Usually, the first employer OSHA encounters tries to be “helpful” and quickly makes it clear that “it wasn’t our fault!” Unfortunately, some Compliance Officers understandably appreciate the thorough helpfulness of this employer and may rely too much on the one employer’s rendition of facts. After all, most Compliance Officers are swamped and it is all to easy to allow one party to shade the facts.

Factor in that, just as employees may have personal grievances, employers may have pre-existing complaints against one another. As an example, if a general contractor is already justifiably riding a sub contractor about quality or falling behind schedule, the OSHA inspection provides an opportunity to intentionally or inadvertently morph that grievance into, “the general contractor was pushing us too hard  … safety fell by the wayside.”

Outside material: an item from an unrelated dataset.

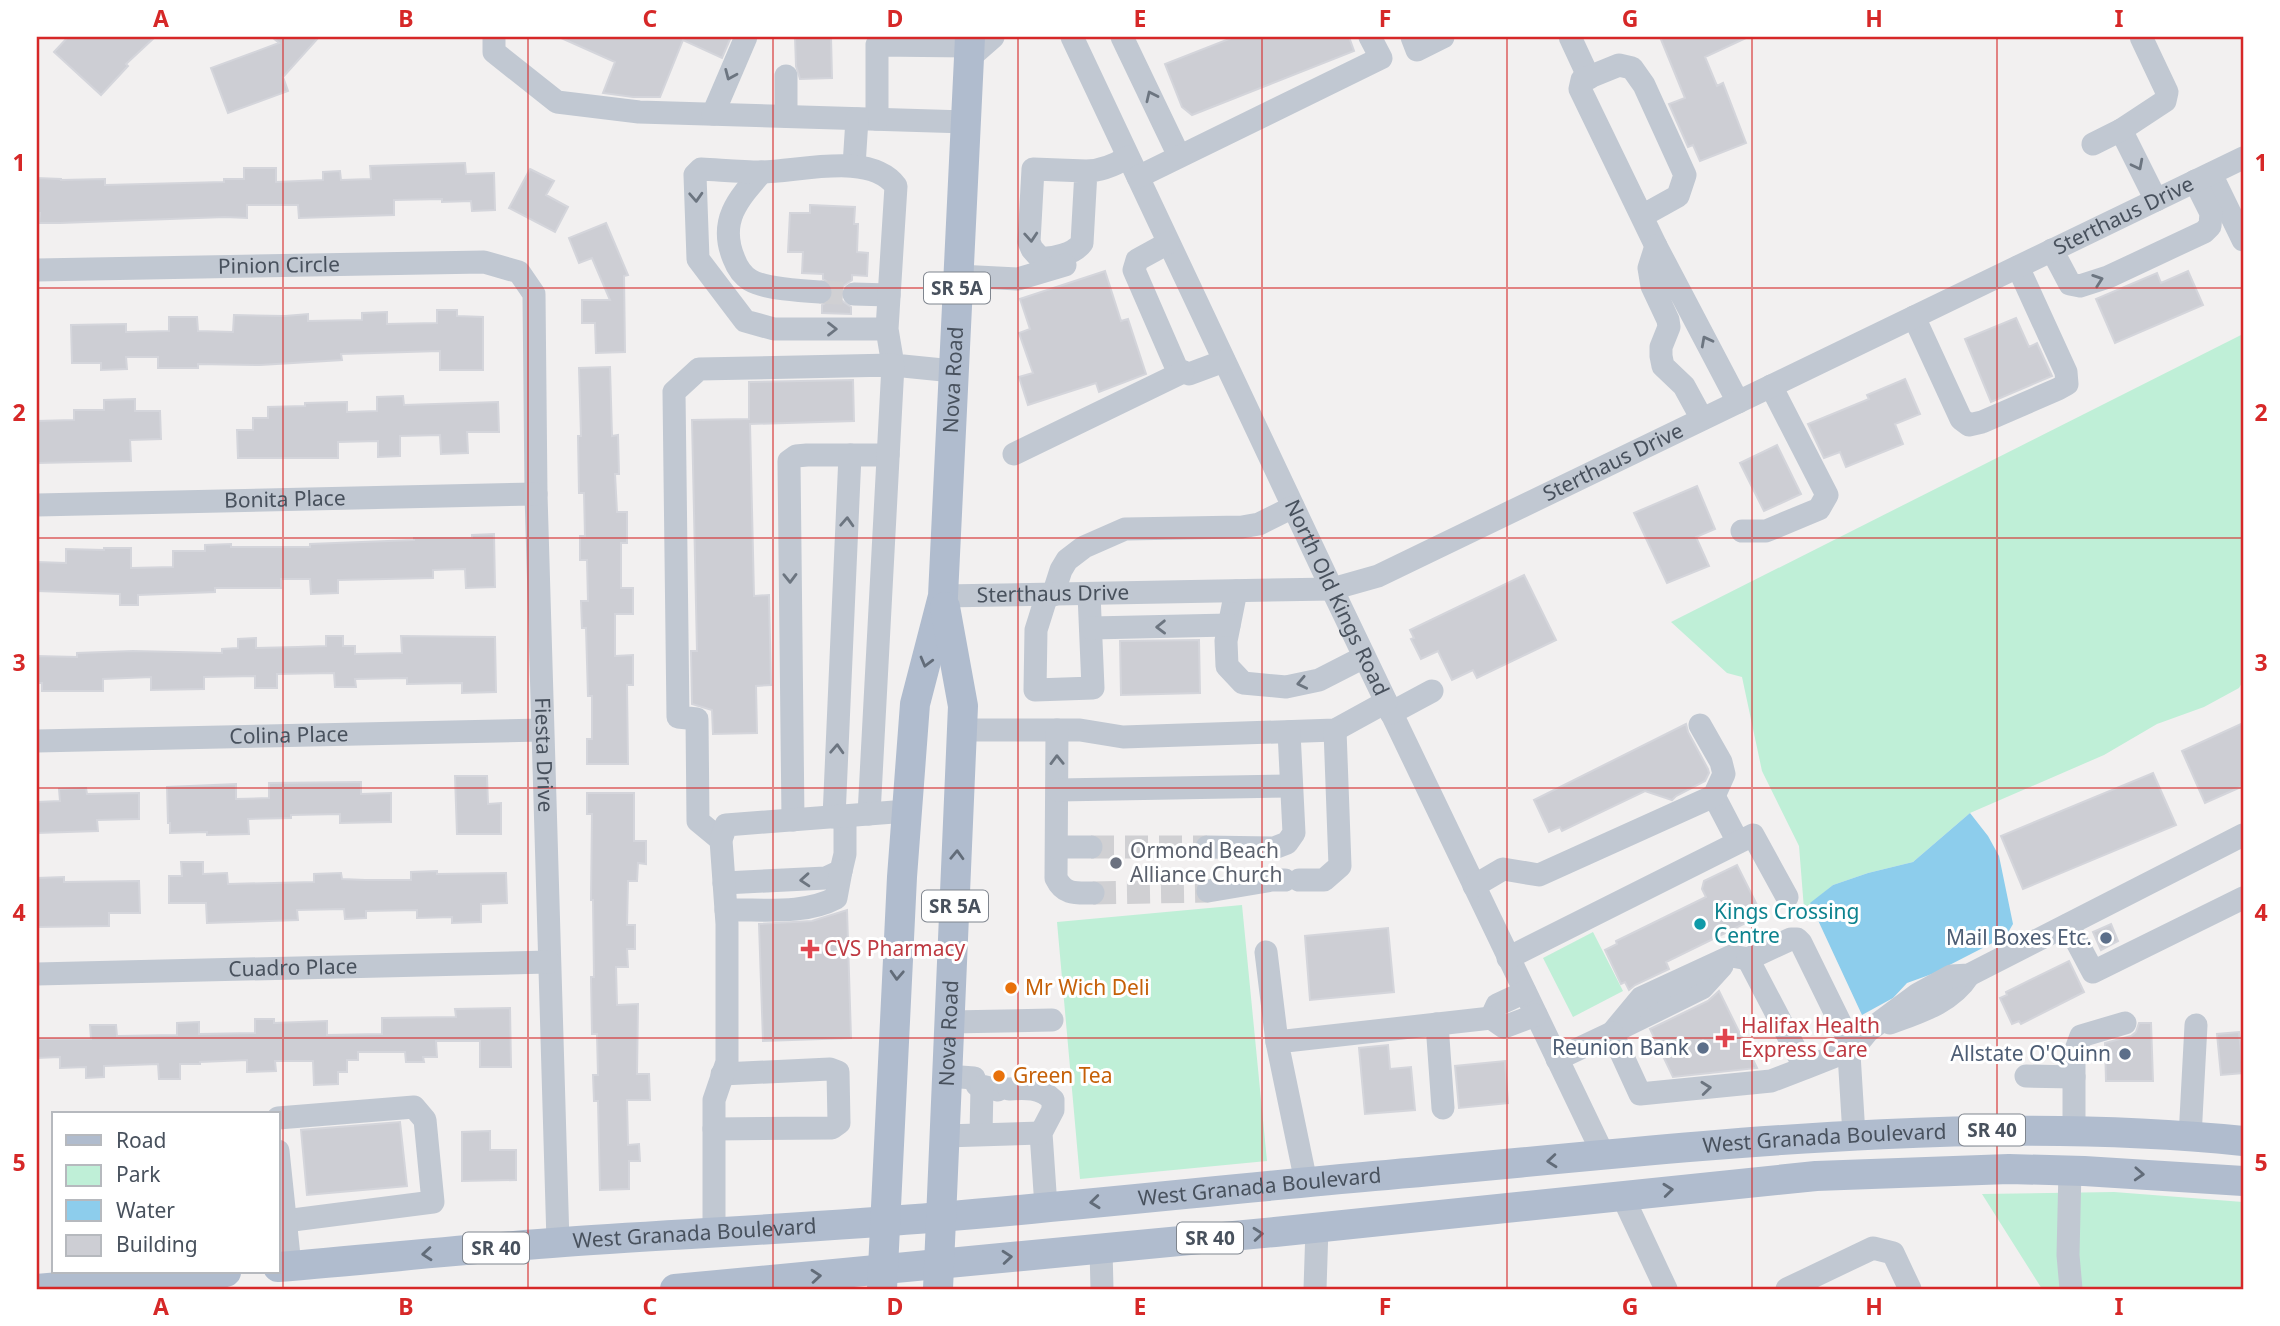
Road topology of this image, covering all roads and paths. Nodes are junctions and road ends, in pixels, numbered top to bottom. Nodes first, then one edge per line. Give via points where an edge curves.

The blame game usually doesn’t work

State and Federal-OSHA follow different variations of a “multi-employer citation policy,” which usually goes like this. Cite the:

  • Exposing employer” (the employee’s actual employer and supervisor);
  • Creating employer,” (created the hazard);
  • Correcting employer,” (has a duty to address the hazard”); or,
  • The always vexing “controlling employer,” which encompasses employers with some practical or contractual duty to maintain or oversee safety at the site, or …
  • All of the above!

OSHA can, and does cite more than one employer because no employer can delegate its ultimate duty to protect its own employees, and the modern workplace often presents intertwined safety responsibilities. Blaming another employer may not get one off of the hook.

Moreover, OSHA doesn’t focus on employer “intent” to make out a violation, except in determining “willful” or similar classification. Put simply . . . blaming or “bad mouthing” another employer may not protect the blamer from citation.

More importantly, if one employer makes the accident look willful, or the general contractor to look negligent, they may be caught up in this negative portrait because they didn’t exercise due diligence to meet their duties. I.e., why did they rely on this employer that they now so eagerly criticize . . . .

Admittedly, the “blame game” may allow an employer to avoid OSHA citations, but the facts will come out in any later more involved litigation.

Moreover, “Corporate Karma” exists. Often the recipient of the blame is a powerful general contractor or site-owner/customer with a long memory. Being a “blamer” does not seem to be the best corporate marketing strategy. “Burn no bridges …”

Action points

  1. Review your contracts. Before work begins or another employer comes on site, both parties should set out the “real world” division of safety responsibilities.
  2. Do not waste time complaining about OSHA’s final Summit decision on “controlling employers.” It’s the law. Read OSHA’s CPL Directive and the Summit decisions. Plan accordingly.
  3. Weigh risks. It is not wise to shift safety responsibilities to someone else if their errors may affect you.
  4. Agree in advance about how any governmental investigation will be addressed on site. Compliance Officers are supposed to involve all employers on site, but they can be thwarted.
  5. Be honest about facts. Avoid “bad mouthing thy corporate brother.” Absolutely set out your role and responsibility, but to put it bluntly …” don’t try to bad mouth” other on-site employers. Dispassionate factual explanation is more effective and credible than the corporate-equivalent of “trash talk.”
  6. Cooperate, but do not “conspire.” Run your own case. Don’t “agree to a story.”
  7. Look at the “big picture.” OSHA is merely “the appetizer.” How one handles the OSHA inspection may harm one’s defense in subsequent matters.